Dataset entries

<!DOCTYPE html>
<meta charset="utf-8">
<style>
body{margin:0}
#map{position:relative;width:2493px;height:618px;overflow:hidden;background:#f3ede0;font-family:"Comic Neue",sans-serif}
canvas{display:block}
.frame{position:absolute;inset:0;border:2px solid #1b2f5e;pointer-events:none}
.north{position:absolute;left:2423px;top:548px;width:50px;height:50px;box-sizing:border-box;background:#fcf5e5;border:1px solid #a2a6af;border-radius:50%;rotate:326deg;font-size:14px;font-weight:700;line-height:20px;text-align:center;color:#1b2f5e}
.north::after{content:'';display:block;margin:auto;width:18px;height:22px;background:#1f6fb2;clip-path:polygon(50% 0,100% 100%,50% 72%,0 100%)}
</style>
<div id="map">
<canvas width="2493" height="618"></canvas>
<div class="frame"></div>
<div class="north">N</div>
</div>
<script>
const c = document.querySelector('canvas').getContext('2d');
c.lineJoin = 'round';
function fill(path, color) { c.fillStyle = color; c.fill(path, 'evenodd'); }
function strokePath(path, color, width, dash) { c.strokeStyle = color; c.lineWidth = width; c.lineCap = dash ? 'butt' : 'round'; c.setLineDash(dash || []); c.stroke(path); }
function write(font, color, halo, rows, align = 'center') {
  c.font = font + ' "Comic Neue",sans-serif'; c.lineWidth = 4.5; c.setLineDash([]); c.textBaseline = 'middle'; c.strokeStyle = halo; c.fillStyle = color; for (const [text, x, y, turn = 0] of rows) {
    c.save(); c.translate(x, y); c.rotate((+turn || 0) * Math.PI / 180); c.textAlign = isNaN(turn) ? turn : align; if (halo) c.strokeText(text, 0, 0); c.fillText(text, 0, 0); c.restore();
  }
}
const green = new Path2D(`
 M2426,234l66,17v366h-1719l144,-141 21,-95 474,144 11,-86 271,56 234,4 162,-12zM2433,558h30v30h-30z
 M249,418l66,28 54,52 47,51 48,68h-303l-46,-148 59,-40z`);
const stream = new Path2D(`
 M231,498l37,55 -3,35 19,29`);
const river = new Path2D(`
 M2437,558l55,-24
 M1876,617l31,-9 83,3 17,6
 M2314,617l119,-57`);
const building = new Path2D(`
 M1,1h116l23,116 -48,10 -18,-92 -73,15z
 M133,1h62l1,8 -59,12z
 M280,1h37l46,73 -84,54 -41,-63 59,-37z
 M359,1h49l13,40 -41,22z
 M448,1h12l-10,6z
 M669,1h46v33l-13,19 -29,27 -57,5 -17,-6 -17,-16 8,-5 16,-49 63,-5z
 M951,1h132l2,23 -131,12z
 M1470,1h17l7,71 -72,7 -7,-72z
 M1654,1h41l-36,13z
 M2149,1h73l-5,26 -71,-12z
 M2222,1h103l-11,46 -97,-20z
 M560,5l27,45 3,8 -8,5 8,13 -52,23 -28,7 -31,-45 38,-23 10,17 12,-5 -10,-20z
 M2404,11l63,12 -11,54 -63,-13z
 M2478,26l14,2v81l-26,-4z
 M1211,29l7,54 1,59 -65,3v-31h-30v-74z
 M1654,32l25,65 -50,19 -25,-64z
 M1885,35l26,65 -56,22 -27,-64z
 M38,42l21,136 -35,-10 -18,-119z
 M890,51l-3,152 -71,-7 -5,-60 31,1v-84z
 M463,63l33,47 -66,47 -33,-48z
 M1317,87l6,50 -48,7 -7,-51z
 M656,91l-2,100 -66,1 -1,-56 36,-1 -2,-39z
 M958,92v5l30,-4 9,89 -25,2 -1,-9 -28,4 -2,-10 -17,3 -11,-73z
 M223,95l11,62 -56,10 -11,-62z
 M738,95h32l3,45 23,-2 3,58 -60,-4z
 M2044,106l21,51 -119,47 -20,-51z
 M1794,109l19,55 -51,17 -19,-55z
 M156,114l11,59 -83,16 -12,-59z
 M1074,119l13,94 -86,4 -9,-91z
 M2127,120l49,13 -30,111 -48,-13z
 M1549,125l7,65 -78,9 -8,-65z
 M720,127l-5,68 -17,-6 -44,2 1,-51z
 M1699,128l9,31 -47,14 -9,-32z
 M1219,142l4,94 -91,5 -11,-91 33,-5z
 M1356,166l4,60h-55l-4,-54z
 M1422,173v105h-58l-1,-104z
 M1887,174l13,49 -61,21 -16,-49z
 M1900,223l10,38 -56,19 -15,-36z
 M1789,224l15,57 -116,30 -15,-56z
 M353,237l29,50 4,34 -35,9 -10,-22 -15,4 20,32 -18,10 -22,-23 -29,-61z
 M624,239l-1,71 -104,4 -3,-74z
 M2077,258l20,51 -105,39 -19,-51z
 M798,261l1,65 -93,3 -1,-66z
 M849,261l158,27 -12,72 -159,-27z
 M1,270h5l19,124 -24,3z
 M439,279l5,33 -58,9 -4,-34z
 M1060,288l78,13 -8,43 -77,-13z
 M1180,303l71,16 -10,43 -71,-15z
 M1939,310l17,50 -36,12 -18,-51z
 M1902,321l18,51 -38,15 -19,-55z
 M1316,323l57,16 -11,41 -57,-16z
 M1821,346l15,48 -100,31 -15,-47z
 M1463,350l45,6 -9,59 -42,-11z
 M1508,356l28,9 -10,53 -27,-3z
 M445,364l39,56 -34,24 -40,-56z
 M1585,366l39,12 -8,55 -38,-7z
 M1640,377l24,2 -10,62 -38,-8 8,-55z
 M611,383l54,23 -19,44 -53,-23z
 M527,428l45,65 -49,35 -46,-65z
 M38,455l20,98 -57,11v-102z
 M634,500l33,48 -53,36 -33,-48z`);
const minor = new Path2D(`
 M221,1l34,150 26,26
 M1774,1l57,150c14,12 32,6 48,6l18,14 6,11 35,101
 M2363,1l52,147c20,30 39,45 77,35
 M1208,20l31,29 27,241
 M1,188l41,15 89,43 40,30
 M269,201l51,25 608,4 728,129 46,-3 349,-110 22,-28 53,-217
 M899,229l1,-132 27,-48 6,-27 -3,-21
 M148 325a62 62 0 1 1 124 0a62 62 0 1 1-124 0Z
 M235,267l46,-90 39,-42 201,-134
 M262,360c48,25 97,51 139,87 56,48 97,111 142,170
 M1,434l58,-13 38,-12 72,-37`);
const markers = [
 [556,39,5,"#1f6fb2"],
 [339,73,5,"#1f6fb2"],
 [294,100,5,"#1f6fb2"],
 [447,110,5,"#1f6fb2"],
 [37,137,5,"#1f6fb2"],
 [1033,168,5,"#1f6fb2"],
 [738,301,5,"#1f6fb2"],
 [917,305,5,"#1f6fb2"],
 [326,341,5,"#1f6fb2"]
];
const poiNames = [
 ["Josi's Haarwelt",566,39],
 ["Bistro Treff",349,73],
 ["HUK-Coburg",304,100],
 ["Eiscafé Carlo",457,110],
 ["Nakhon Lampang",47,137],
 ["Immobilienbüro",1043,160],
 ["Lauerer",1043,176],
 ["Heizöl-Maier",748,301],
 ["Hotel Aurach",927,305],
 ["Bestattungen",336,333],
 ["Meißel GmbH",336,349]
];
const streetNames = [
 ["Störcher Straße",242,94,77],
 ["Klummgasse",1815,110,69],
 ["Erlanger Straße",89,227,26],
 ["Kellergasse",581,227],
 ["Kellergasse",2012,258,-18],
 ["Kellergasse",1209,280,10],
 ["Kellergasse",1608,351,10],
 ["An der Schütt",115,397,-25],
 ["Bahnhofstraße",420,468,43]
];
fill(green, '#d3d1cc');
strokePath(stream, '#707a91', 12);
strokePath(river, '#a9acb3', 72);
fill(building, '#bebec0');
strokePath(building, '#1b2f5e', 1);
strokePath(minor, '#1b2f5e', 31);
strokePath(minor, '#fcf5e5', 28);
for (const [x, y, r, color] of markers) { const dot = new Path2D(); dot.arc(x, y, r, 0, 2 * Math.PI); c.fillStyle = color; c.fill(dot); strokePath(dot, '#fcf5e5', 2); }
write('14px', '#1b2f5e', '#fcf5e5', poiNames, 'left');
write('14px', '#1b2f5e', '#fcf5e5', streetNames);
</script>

# What to do
From the records given above, copy all lines containing "function".

# Solution below
function fill(path, color) { c.fillStyle = color; c.fill(path, 'evenodd'); }
function strokePath(path, color, width, dash) { c.strokeStyle = color; c.lineWidth = width; c.lineCap = dash ? 'butt' : 'round'; c.setLineDash(dash || []); c.stroke(path); }
function write(font, color, halo, rows, align = 'center') {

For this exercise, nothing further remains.